Obstetric and gynecological (OBGY) diseases are among the most important differential diagnoses for young women with acute abdominal pain. However, there are few established clinical prediction rules for screening OBGY diseases in emergency departments (EDs). This study aimed to develop a prediction model for diagnosing OBGY diseases in the ED.
This single-center retrospective cohort study included female patients with acute abdominal pain who presented to our ED. We developed a logistic regression model for predicting OBGY diseases and assessed its diagnostic ability. This study included young female patients aged between 16 and 49 years who had abdominal pain and were examined at the ED between April 2017 and March 2018. Trauma patients and patients who were referred from other hospitals or from the OBGY department of our hospital were excluded.
Out of 27,991 patients, 740 were included. Sixty-five patients were diagnosed with OBGY diseases (8.8%). The "POP" scoring system (past history of OBGY diseases + 1, no other symptoms + 1, and peritoneal irritation signs + 1) was developed. Cut-off values set between 0 and 1 points, sensitivity at 0.97, specificity at 0.39, and negative likelihood ratio (LR-) of 0.1 (95% CI: 0.02-0.31) were considered to rule-out, while cut-off values set between 2 and 3 points, sensitivity at 0.23 (95% CI 0.13-0.33), specificity at 0.99 (95% CI 0.98-1.00), and positive likelihood ratio (LR+) of 17.30 (95% CI: 7.88-37.99) were considered to rule-in.
Our "POP" scoring system may be useful for screening OBGY diseases in the ED. Further research is necessary to assess the predictive performance and external validity of different data sets.
妇产科疾病是年轻女性急性腹痛最重要的鉴别诊断之一。然而,在急诊科(ED)中,用于筛查妇产科疾病的临床预测规则很少。本研究旨在建立一种用于诊断 ED 中妇产科疾病的预测模型。

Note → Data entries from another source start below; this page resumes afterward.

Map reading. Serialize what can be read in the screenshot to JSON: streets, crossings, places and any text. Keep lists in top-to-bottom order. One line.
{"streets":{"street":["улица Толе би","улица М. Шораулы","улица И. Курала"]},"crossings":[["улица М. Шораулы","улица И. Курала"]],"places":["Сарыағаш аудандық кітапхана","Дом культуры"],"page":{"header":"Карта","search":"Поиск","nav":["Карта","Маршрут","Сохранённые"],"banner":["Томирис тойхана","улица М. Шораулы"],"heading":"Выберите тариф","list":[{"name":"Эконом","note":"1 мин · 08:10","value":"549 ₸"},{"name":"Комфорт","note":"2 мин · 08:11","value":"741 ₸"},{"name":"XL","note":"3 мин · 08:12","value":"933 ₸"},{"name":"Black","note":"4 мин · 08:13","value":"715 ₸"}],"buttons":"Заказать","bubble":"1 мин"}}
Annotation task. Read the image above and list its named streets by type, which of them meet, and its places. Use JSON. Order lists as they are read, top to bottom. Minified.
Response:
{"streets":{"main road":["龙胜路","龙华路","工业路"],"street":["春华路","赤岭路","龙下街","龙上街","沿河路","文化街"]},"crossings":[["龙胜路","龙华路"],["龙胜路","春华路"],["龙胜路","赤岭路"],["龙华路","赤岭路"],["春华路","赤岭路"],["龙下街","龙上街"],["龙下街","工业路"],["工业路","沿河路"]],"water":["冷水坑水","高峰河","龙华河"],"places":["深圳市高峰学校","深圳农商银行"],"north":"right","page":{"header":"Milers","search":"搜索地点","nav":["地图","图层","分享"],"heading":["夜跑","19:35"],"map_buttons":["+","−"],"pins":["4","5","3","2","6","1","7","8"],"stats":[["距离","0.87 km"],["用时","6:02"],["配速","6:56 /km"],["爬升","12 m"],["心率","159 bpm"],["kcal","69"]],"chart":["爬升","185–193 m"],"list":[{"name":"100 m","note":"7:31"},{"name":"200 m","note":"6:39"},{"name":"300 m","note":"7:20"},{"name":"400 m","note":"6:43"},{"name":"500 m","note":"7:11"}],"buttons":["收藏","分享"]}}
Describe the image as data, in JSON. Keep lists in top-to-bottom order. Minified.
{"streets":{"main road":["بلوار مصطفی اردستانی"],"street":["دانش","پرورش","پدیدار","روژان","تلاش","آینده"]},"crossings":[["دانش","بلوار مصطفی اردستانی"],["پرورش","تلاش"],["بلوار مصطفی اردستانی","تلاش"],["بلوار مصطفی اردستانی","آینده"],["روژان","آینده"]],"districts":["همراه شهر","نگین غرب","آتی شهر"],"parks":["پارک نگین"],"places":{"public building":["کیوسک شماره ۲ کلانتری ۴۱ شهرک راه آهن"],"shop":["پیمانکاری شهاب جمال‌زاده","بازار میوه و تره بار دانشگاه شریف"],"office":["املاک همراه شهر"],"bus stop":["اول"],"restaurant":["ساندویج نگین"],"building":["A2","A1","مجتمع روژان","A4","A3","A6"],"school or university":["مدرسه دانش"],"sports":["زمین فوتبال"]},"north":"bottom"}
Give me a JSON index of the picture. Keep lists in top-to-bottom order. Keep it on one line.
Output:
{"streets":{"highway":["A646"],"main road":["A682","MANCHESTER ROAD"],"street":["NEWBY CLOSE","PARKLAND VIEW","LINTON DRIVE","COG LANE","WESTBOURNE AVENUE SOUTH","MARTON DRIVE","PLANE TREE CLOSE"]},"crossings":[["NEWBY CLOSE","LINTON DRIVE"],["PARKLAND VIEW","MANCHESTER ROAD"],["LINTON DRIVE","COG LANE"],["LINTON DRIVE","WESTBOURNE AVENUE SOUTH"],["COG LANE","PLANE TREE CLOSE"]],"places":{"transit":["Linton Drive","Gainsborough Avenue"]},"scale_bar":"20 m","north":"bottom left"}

这是一项单中心回顾性队列研究,纳入了我院 ED 就诊的急性腹痛女性患者。我们建立了预测妇产科疾病的逻辑回归模型,并评估了其诊断能力。本研究纳入了年龄在 16 至 49 岁之间、有腹痛且在 2017 年 4 月至 2018 年 3 月在 ED 接受检查的年轻女性患者。创伤患者和从其他医院或我院妇产科转来的患者被排除在外。
在 27991 名患者中,纳入了 740 名患者。65 名患者被诊断为妇产科疾病(8.8%)。开发了“POP”评分系统(过去妇产科病史+1、无其他症状+1、腹膜刺激征+1)。将 0 至 1 分的切点值设为阴性预测值(NPV)为 0.97、特异性为 0.39、阴性似然比(LR-)为 0.1(95%CI:0.02-0.31),将 2 至 3 分的切点值设为阳性预测值(PPV)为 0.23(95%CI 0.13-0.33)、特异性为 0.99(95%CI 0.98-1.00)、阳性似然比(LR+)为 17.30(95%CI:7.88-37.99),以排除或纳入妇产科疾病。
我们的“POP”评分系统可能有助于在 ED 中筛查妇产科疾病。需要进一步的研究来评估不同数据集的预测性能和外部有效性。